«Questa è la casa dell’avvocatura italiana ed è anche la vostra casa». Il saluto di Andrea Mascherin, presidente del Consiglio nazionale forense ai colleghi turchi Ugur Tok e Ali Yildiz racchiude in una frase tutto lo spirito del plenum organizzato dal Cnf. Yldiz, membro dell’Ordine di Ankara è attualmente rifugiato politico in Belgio: «Se tornassi in Turchia rischierei l’ergastolo», racconta amareggiato. Tok invece è Direttore della Piattaforma per la pace e la giustizia, un’organizzazione in prima linea nella tutela dei diritti umani con sede in Belgio; entrambi fanno parte dell’iniziativa The Arrested lawyers initiative, un’associazione di avvocati in esilio che lotta per il ripristino della democrazia in Turchia.

Dopo il fallito Golpe del luglio 2016, il presidente Erdogan ha di fatto sospeso lo Stato di diritto nel suo paese, azzerando l’opposizione politica, arrestando decine di migliaia di persone, chiudendo decine di giornali e media ritenuti ostili, licenziando funzionari pubblici, membri dell’esercito, accademici, intellettuali critici, stilando interminabili liste di proscrizione che hanno fatto scendere una cappa lugubre sulla società turca.

Nel mirino oltre agli avvocati, i membri della magistratura, dell’esercito, della polizia, insegnanti universitari, persino maestri elementari che non si capisce quale relazione possano mai avere con un colpo di Stato. Le accuse sempre le stesse, quelle vaghe e aleatorie di «terrorismo» e «sedizione» o del loro favoreggiamento. Molto spesso il regime utilizza la delazione come strumento di “pulizia etnica”, promettendo ascesa sociale e professionale ai lavoratori che denunciano i colleghi, che si tratti di giudici, insegnanti o esponenti delle professioni liberali.

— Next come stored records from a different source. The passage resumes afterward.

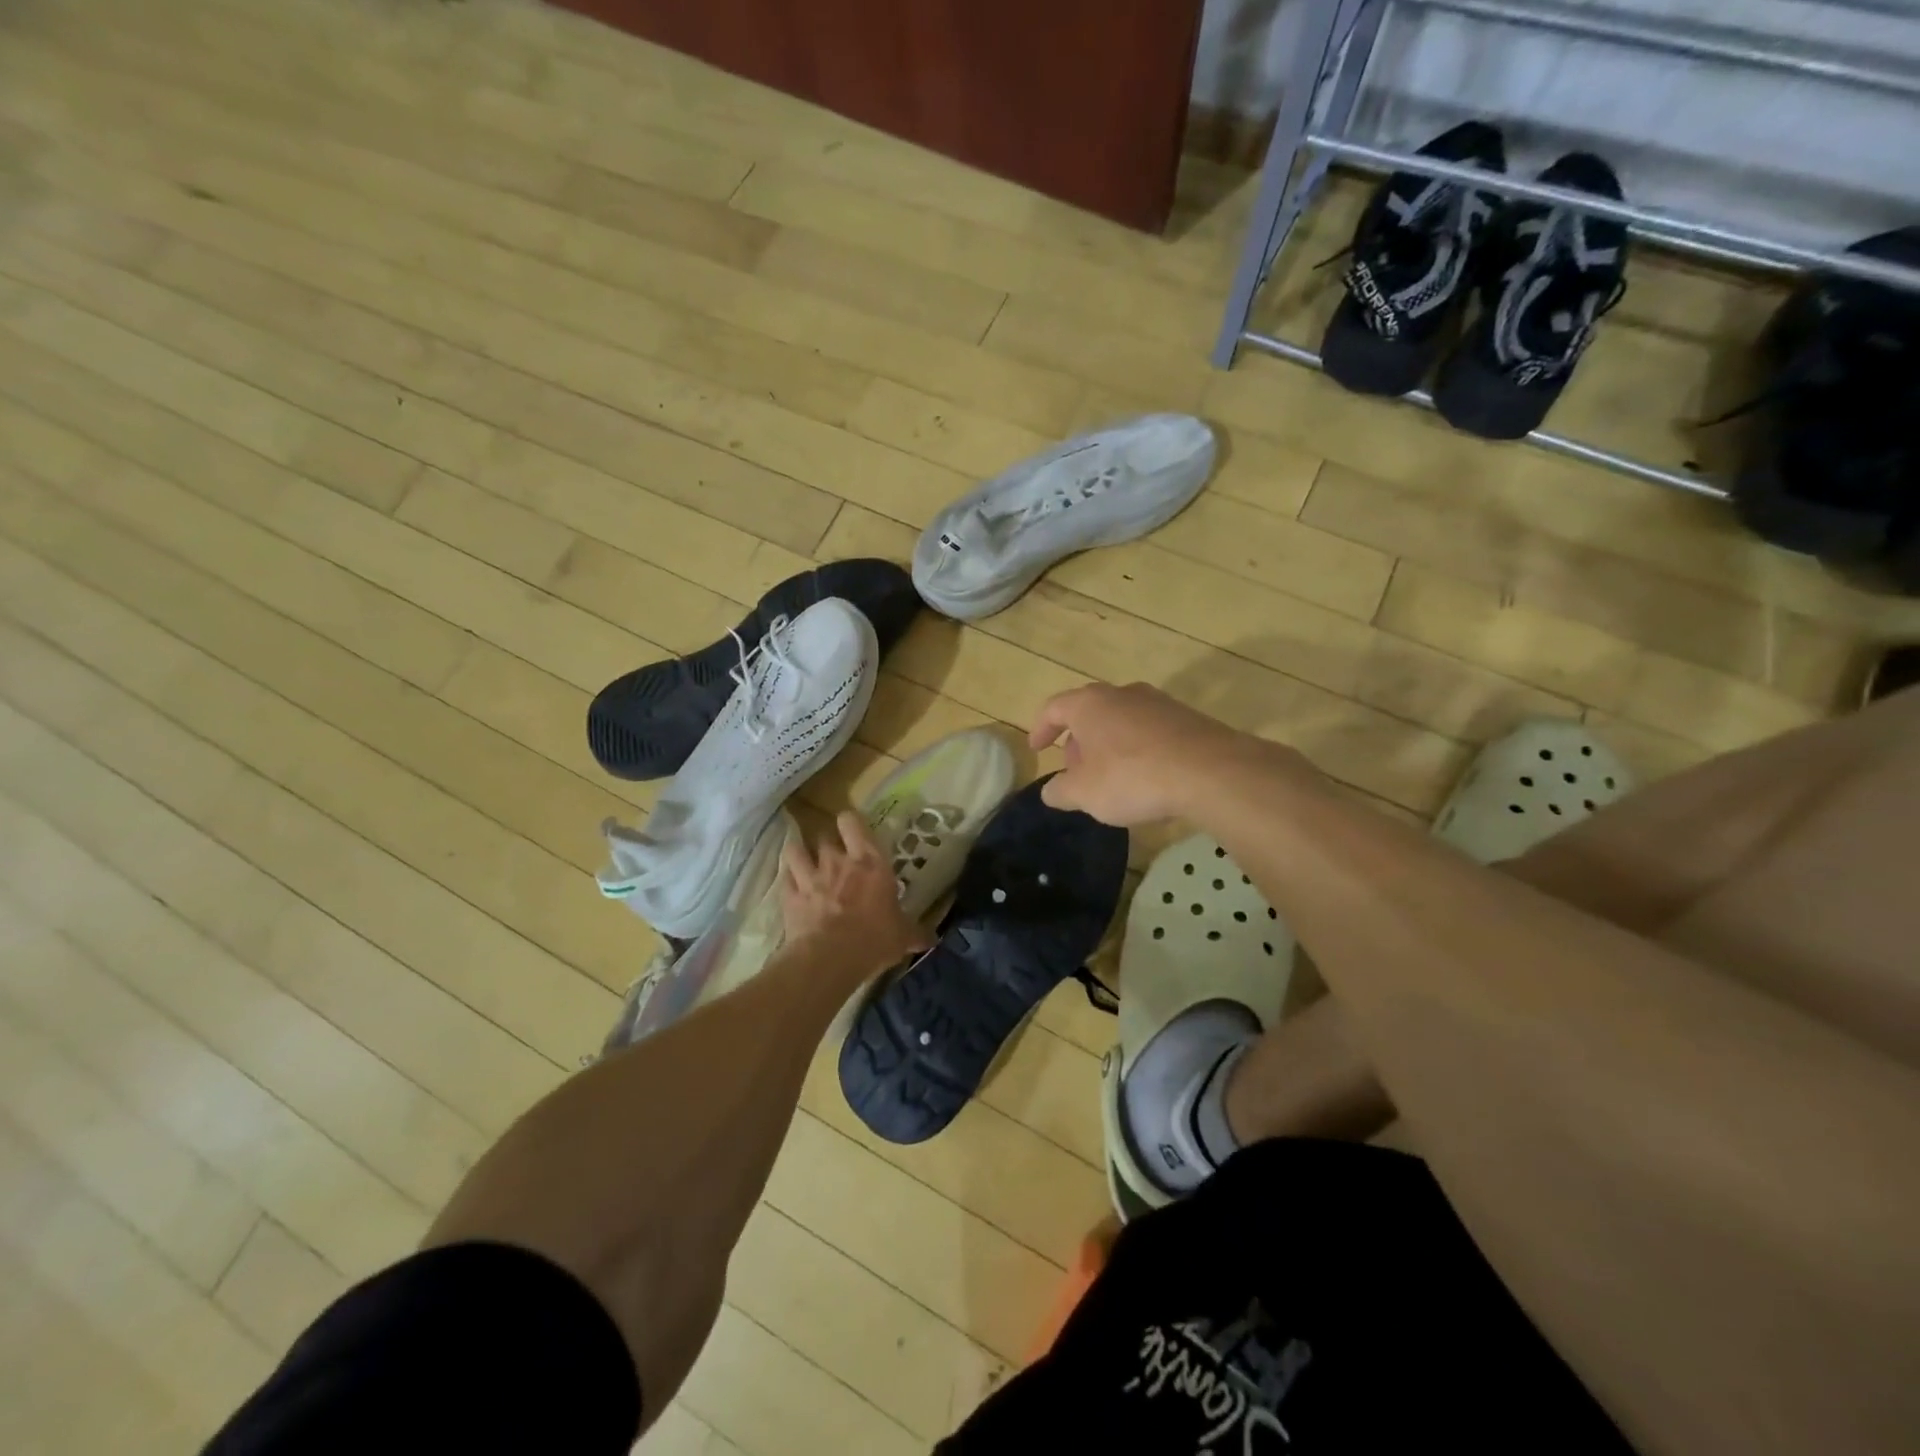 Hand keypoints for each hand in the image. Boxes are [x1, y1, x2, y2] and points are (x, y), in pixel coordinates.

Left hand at [780, 811, 931, 974]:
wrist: (829, 958)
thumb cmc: (874, 939)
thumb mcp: (902, 937)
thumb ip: (915, 932)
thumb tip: (933, 938)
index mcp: (870, 863)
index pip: (853, 823)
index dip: (849, 822)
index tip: (852, 829)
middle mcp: (837, 861)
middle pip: (825, 836)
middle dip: (827, 842)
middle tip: (833, 854)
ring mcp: (809, 876)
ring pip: (796, 850)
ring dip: (799, 853)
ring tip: (803, 860)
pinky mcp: (789, 896)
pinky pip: (784, 878)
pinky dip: (787, 879)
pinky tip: (790, 885)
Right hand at [1029, 682, 1288, 825]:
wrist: (1210, 771)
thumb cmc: (1133, 777)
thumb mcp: (1085, 793)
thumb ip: (1060, 791)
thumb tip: (1050, 790)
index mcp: (1090, 704)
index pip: (1054, 708)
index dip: (1041, 728)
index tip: (1037, 748)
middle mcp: (1122, 694)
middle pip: (1089, 712)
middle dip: (1077, 741)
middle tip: (1075, 770)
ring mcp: (1158, 703)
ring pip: (1121, 720)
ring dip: (1108, 745)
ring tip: (1110, 777)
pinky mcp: (1186, 718)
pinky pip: (1149, 731)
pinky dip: (1137, 749)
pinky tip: (1145, 778)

Le dimensioni della repressione messa in atto dal sultano di Ankara sono palpabili dalle cifre, fredde e spietate che Tok snocciola quasi con aria rassegnata: «Dall’inizio delle purghe sono stati denunciati 1539 avvocati, 580 li hanno arrestati e 103 sono stati condannati, hanno allontanato 4463 giudici, uno su quattro, arrestandone 350, hanno chiuso 189 strutture di informazione, 45 giornali cartacei e 16 canali televisivi, hanno messo fuorilegge 34 associazioni di avvocati, hanno licenziato oltre 150mila persone, hanno fat- to chiudere 120 grandi compagnie private, hanno confiscato rubato 50 miliardi di dollari in beni confiscati, mentre, è bene ricordarlo, ci sono più giornalisti in galera in Turchia che nel resto del mondo». In totale ci sono oltre 40mila detenuti nelle prigioni turche per motivi legati al tentato golpe di due anni fa.

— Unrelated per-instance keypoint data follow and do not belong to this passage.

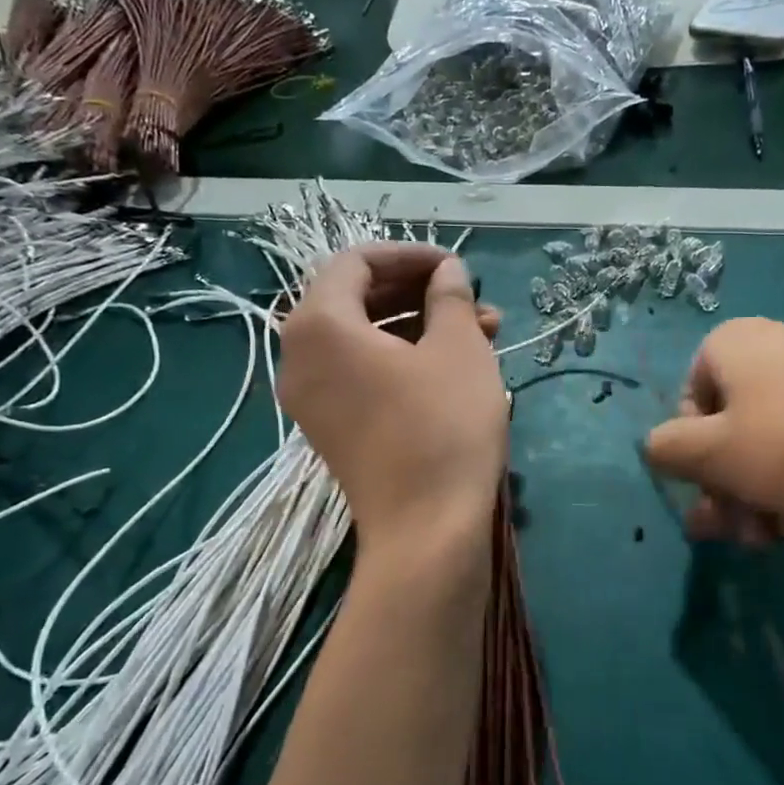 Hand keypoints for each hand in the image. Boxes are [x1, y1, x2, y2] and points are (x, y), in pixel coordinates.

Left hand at [279, 244, 506, 547]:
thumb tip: (447, 271)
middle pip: (357, 300)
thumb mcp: (458, 349)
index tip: (457, 267)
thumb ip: (449, 296)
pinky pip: (362, 375)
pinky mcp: (332, 429)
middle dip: (420, 293)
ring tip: (483, 333)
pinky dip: (404, 361)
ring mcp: (312, 398)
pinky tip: (457, 366)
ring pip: (366, 340)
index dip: (410, 255)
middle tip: (473, 300)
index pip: (356, 262)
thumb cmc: (444, 427)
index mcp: (319, 325)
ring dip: (421, 327)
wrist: (427, 530)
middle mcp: (300, 357)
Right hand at [642, 317, 783, 546]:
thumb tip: (657, 447)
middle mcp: (777, 351)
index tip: (708, 491)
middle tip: (734, 534)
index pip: (688, 403)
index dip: (692, 456)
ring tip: (776, 540)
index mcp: (734, 345)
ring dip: (760, 500)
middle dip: (726, 491)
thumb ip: (667, 450)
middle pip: (729, 432)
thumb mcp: (714, 453)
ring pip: (770, 449)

Ali Yildiz ha avuto più fortuna di altri colleghi, è riuscito a scappare dal paese prima che le squadracce di Erdogan lo arrestassero e lo ha fatto assieme al fratello, mentre la moglie, magistrata ad Ankara, ha perso il posto di lavoro e dopo un breve arresto, ora è libera ma con il divieto di lasciare la Turchia. Ora dal Belgio cerca di percorrere l’unica strada possibile per arginare la deriva dispotica che sta colpendo il suo paese, rivolgendosi alle istituzioni internazionali, denunciando lo sfacciato attacco alla democrazia. Ma non si tratta di una strada semplice. Ad esempio sono stati presentati 27mila ricorsi alla Corte europea dei diritti dell’uomo, ma non possono essere presi in considerazione in quanto dovrebbero in prima istanza essere presentati a un corte turca, cosa che per evidenti motivi è impossibile. Mentre l’Onu, come ricorda Tok: «ci sostiene ed è solidale, ma oltre a scrivere rapporti non ha molto potere nelle nostre questioni interne».

E di fronte all’impasse di una comunità internazionale che da un lato s’indigna, ma dall’altro accoglie Erdogan nel suo salotto buono, Tok sottolinea che mai come oggi la società civile turca ha avuto bisogno di appoggio esterno: «Non siamo mai stati una democrazia compiuta, tuttavia prima della svolta del 2016 esisteva un pluralismo dell’informazione, un’opposizione politica e la giustizia funzionava in modo più o meno imparziale, ora la situazione è terribile. Erdogan ha anticipato le elezioni a giugno per consolidare il suo potere e non c’è nessuno speranza che possa perderle. Abbiamo bisogno di aiuto».